Many immigration practitioners will have fallen foul of the surprisingly strict approach the Upper Tribunal (“UT”) has, until recently, taken when it comes to the provision of form T485 (the UT equivalent of the Administrative Court’s Certificate of Service) within nine days of issuing a claim for judicial review in the UT, as required by Rule 28A (2)(b) of the Tribunal Procedure (Upper Tribunal) Rules 2008 as amended (“the UT Rules”).
The Administrative Court has a practice of writing to a Claimant querying the lack of a Certificate of Service before taking any steps leading to the dismissal of a claim. Provided that the Claimant had actually served the Defendant within the requisite time, that Court is content to allow the claim to proceed once the Certificate of Service is provided. This approach does not seem to lead to any difficulties in practice.
It is therefore hard to see why the UT, where more litigants are unrepresented and where “avoiding unnecessary formality and seeking flexibility in the proceedings” is written into the overriding objective (Rule 2 (2)(b) of the UT Rules), should have found it necessary to introduce a practice of
(a) automatically striking out claims for want of provision of the T485 within nine days,
(b) requiring a formal application for reinstatement and a fee to remedy the defect, and
(c) even sometimes refusing to reinstate the claim on the basis that there was no ‘good reason’ for the failure to supply the T485, even where the Applicant had in fact served the Respondent in the time allowed under the rules.

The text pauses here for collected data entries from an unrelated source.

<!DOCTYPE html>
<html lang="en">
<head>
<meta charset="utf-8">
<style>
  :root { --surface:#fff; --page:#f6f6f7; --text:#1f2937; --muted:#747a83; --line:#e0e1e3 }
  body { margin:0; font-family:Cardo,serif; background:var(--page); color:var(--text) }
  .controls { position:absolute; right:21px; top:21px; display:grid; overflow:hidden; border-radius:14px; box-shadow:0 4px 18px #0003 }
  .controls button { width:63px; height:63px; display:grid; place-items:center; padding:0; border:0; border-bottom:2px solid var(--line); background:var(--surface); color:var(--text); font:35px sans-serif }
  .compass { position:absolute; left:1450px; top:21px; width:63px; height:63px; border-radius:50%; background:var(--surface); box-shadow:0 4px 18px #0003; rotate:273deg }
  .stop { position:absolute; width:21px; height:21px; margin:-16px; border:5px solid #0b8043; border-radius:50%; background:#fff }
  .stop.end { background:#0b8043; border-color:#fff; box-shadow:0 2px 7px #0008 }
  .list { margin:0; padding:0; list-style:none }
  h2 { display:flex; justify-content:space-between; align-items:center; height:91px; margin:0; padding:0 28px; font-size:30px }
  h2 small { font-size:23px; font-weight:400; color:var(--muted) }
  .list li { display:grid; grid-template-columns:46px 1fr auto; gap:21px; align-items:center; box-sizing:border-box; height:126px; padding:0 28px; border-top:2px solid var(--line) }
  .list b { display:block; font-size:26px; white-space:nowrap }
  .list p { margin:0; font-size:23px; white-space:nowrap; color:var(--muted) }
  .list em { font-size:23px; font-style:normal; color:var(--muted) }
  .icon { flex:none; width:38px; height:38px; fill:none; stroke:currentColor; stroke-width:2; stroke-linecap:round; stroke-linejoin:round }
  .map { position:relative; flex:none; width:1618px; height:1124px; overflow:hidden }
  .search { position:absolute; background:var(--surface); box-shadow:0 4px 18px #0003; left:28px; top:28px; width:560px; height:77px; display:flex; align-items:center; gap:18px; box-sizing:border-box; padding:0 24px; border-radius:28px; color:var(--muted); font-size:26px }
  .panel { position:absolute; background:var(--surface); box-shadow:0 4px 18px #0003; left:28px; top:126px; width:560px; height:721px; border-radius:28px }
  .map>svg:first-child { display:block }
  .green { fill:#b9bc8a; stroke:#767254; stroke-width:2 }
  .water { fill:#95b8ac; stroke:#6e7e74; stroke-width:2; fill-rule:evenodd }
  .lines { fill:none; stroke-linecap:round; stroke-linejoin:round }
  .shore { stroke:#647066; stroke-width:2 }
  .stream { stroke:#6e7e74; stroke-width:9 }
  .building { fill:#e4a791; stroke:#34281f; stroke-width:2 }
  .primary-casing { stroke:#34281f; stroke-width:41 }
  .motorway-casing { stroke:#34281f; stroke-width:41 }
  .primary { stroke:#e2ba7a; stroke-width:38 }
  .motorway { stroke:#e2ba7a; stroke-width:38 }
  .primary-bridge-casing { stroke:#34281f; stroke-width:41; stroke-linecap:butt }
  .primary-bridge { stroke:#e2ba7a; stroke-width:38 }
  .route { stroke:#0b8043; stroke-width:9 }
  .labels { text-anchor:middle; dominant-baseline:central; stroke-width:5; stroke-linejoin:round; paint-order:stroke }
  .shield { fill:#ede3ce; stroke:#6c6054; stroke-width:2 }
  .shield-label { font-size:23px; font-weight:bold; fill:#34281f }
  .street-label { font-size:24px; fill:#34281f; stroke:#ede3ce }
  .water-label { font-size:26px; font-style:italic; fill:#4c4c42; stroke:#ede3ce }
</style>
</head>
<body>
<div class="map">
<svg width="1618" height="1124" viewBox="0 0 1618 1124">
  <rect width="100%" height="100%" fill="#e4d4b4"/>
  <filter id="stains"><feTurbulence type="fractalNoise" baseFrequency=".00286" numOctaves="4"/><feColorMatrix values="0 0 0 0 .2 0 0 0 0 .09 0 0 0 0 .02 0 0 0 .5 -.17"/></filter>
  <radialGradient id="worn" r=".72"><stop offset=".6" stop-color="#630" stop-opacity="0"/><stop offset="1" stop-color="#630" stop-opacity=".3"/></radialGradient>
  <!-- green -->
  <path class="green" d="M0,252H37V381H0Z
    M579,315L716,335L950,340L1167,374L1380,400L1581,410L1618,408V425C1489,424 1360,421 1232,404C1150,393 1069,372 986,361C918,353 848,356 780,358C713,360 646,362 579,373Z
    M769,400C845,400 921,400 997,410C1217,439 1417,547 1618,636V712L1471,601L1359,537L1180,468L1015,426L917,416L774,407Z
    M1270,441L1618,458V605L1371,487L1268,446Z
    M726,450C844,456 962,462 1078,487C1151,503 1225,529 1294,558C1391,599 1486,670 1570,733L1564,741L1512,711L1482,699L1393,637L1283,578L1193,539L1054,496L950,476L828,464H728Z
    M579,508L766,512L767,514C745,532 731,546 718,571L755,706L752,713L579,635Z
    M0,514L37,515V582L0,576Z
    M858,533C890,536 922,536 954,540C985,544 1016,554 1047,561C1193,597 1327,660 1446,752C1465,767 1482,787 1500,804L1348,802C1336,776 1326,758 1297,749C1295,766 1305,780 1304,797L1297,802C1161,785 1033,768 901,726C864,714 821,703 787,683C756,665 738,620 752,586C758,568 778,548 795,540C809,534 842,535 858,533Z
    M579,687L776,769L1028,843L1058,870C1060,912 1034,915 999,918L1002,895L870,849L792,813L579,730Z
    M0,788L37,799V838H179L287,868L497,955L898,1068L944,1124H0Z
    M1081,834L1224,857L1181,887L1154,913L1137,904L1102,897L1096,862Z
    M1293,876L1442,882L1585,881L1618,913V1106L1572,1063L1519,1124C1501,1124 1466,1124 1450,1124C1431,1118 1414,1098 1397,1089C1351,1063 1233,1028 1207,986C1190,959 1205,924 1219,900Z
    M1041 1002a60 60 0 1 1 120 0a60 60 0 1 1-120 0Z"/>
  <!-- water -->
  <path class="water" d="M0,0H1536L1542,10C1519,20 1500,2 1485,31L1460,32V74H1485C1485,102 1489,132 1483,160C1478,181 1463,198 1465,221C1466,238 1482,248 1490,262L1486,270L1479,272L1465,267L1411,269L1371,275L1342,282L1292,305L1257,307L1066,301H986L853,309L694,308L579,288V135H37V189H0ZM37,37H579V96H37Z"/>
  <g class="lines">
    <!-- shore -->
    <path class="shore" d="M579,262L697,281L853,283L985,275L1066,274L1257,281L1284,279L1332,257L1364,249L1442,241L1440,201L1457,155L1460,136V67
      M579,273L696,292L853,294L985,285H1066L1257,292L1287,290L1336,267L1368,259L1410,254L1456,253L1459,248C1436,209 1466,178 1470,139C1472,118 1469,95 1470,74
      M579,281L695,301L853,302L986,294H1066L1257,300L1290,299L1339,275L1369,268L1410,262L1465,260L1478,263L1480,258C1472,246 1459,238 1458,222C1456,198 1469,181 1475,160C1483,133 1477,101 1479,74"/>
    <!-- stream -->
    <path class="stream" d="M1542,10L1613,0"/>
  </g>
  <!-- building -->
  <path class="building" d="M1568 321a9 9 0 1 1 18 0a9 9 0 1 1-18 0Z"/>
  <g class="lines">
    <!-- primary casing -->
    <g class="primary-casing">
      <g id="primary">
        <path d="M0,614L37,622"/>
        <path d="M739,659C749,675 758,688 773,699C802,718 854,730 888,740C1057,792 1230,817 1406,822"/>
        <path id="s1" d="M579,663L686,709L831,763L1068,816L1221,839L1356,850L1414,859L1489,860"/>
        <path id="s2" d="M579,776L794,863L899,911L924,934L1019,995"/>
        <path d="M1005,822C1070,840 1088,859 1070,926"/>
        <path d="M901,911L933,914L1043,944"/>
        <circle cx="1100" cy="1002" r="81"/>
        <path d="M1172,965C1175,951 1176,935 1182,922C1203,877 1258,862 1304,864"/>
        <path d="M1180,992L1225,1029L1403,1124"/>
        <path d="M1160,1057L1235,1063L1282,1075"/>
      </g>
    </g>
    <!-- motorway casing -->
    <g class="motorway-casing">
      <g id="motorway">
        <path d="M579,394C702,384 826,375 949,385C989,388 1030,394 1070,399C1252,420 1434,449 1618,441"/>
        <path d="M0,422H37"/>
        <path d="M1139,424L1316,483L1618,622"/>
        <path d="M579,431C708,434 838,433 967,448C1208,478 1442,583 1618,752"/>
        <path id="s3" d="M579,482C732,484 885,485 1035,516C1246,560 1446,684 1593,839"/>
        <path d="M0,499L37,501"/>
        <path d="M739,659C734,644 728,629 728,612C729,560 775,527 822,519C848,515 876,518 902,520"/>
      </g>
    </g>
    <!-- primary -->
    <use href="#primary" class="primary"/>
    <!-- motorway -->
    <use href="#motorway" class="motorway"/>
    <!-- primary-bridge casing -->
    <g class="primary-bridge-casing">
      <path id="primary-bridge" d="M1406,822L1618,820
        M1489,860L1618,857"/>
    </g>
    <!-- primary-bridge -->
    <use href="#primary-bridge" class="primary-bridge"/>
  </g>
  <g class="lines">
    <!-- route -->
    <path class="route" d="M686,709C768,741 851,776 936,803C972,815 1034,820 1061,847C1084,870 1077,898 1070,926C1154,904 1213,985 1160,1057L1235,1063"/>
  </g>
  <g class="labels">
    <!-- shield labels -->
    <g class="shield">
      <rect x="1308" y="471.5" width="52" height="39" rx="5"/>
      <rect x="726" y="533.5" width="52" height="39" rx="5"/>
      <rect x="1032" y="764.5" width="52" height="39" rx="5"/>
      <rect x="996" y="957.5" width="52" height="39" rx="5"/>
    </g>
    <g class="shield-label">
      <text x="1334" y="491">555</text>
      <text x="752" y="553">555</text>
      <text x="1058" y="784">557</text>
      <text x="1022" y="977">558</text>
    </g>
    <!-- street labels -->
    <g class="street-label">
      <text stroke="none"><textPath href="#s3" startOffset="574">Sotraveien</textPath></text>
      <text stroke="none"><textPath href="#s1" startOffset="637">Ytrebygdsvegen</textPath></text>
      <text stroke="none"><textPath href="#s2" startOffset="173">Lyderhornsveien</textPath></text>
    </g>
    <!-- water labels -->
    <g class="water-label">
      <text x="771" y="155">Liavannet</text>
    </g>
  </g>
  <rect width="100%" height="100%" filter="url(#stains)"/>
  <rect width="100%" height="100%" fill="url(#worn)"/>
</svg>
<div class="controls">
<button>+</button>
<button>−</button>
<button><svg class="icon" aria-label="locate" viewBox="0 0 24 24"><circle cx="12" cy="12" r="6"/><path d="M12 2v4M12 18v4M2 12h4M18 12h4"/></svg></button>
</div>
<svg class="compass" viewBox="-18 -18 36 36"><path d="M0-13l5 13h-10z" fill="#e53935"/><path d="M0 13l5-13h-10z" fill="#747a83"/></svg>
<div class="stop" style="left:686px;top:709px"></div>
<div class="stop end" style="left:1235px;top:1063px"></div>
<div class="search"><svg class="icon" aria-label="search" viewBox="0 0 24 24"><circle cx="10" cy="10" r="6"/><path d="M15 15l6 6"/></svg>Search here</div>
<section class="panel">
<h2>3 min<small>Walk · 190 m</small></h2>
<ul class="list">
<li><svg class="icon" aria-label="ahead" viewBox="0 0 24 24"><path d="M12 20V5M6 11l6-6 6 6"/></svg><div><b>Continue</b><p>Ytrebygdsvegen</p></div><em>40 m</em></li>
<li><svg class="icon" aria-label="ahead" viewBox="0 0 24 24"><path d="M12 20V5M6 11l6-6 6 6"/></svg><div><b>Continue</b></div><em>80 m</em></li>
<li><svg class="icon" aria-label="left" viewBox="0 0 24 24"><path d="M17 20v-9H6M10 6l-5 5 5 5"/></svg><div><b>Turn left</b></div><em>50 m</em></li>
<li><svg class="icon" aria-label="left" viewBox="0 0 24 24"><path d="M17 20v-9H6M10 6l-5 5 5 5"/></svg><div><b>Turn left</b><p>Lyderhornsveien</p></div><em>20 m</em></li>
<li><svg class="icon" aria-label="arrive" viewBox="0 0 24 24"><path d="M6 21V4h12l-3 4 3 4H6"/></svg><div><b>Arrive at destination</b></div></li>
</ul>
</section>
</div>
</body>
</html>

This begs the question of what the actual purpose of the requirement to provide the T485 is.
Duncan Lewis has appealed a refusal to reinstate an application for judicial review which had been automatically struck out for this reason to the Court of Appeal. When we were granted permission to appeal, we wrote to the UT warning that we considered that the practice of automatically striking out for breach of UT Rule 28A (2)(b) was unlawful and disproportionate and that a claim would follow if the practice was not amended.
Duncan Lewis has subsequently brought two judicial reviews in the Administrative Court on behalf of two clients who had claims in the UT struck out for breaches of UT Rule 28A (2)(b). For one Applicant the course of events indicated that the T485 had in fact been posted and had been lost by Royal Mail but would have otherwise arrived in time; for the second, the T485 explained that the bundle had been served on the Government Legal Department (GLD) rather than the Secretary of State for the Home Department (SSHD) following receipt of a letter from the SSHD informing us that all future correspondence in that claim should be sent to the GLD.
In both cases the claims were automatically struck out under Rule 8(1)(b) of the UT Rules.
Until recently, both the letter routinely provided to applicants when issuing a judicial review claim in the UT and form T485 itself set out the requirement for the provision of a T485 within nine days of issuing the claim and purported to inform the applicant that the consequence of non-compliance was automatic strike out.
The Claimants have submitted that the blanket practice of automatically striking out such claims for failure to follow these strictures is itself unlawful. The Rules do not specify this sanction. We submitted that for the UT to adopt this sanction as a blanket practice amounted to the UT rewriting the Rules, which by the Tribunals, Court and Enforcement Act 2007 s.22 is the purview of the Tribunal Rules Committee.
The Claimants’ High Court cases are ongoing and a final outcome is not yet known. However, it is telling that already, before the test cases are finalised, the UT has altered its practice.
Astute practitioners may have noticed that recently the wording on both the letter provided when issuing a claim and form T485 has altered. The requirement to provide the UT with an effective T485 remains in place (the Claimants are not arguing that Rule 28A is itself unlawful) but the consequence of automatic strike out is no longer stated. In its place are words that in effect say failure to provide form T485 may result in the claim being struck out. The draconian practice of automatically striking out judicial reviews for these reasons appears to have gone. This will be a particular boon to litigants in person where the judicial review is the barrier preventing removal, who previously were at risk of removal while the reinstatement application was under consideration.